Action item:
Each record must be reproduced exactly as it is shown.

[Body or hand keypoint data]
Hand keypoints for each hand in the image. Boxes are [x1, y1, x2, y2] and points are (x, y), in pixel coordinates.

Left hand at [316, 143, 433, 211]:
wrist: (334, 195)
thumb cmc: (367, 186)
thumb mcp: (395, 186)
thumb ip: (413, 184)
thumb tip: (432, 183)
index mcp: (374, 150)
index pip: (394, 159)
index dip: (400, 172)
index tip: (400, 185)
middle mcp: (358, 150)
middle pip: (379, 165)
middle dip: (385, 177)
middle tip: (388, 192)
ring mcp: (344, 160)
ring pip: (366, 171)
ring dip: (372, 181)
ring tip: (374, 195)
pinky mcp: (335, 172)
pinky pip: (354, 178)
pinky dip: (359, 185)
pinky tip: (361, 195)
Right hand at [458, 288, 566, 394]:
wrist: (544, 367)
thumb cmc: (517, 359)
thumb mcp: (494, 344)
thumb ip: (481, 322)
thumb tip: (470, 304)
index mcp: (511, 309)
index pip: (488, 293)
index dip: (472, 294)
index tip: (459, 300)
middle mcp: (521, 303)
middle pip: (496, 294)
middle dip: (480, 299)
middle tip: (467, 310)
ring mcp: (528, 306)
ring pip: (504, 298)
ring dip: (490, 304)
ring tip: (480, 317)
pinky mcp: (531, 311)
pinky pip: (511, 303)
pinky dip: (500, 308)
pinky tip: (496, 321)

Result of the exercise:
Hand keypoints for each hand in the image. Boxes are [x1, y1, x2, y2] and points are (x, y), in pixel coordinates.

Left hand at [316, 143, 433, 211]:
wrist: (334, 195)
thumb cmc: (367, 186)
thumb mcp: (395, 186)
thumb ip: (413, 184)
thumb tip: (432, 183)
index mcp: (374, 150)
index pip: (394, 159)
index dip: (400, 172)
index tip: (400, 185)
middle mcp: (358, 150)
middle pip: (379, 165)
middle dip: (385, 177)
middle tip: (388, 192)
ring mcp: (344, 160)
ring pip: (366, 171)
ring dip: (372, 181)
ring tip: (374, 195)
pinky mcp: (335, 172)
pinky pip: (354, 178)
pinky dip: (359, 185)
pinky tip: (361, 195)
Right hand at [458, 288, 566, 394]:
wrist: (544, 367)
thumb cmc: (517, 359)
thumb mcp: (494, 344)
thumb ip: (481, 322)
thumb tip: (470, 304)
index mcp: (511, 309)
index pip: (488, 293)
index dip: (472, 294)
index tip: (459, 300)
middle mcp: (521, 303)
middle pip: (496, 294)
middle dip: (480, 299)
middle tip: (467, 310)
ring mcp: (528, 306)
ring pip: (504, 298)
ring dip: (490, 304)
ring tip: (480, 317)
pinky mcp: (531, 311)
pinky pip: (511, 303)
pinky dip: (500, 308)
pinky tip: (496, 321)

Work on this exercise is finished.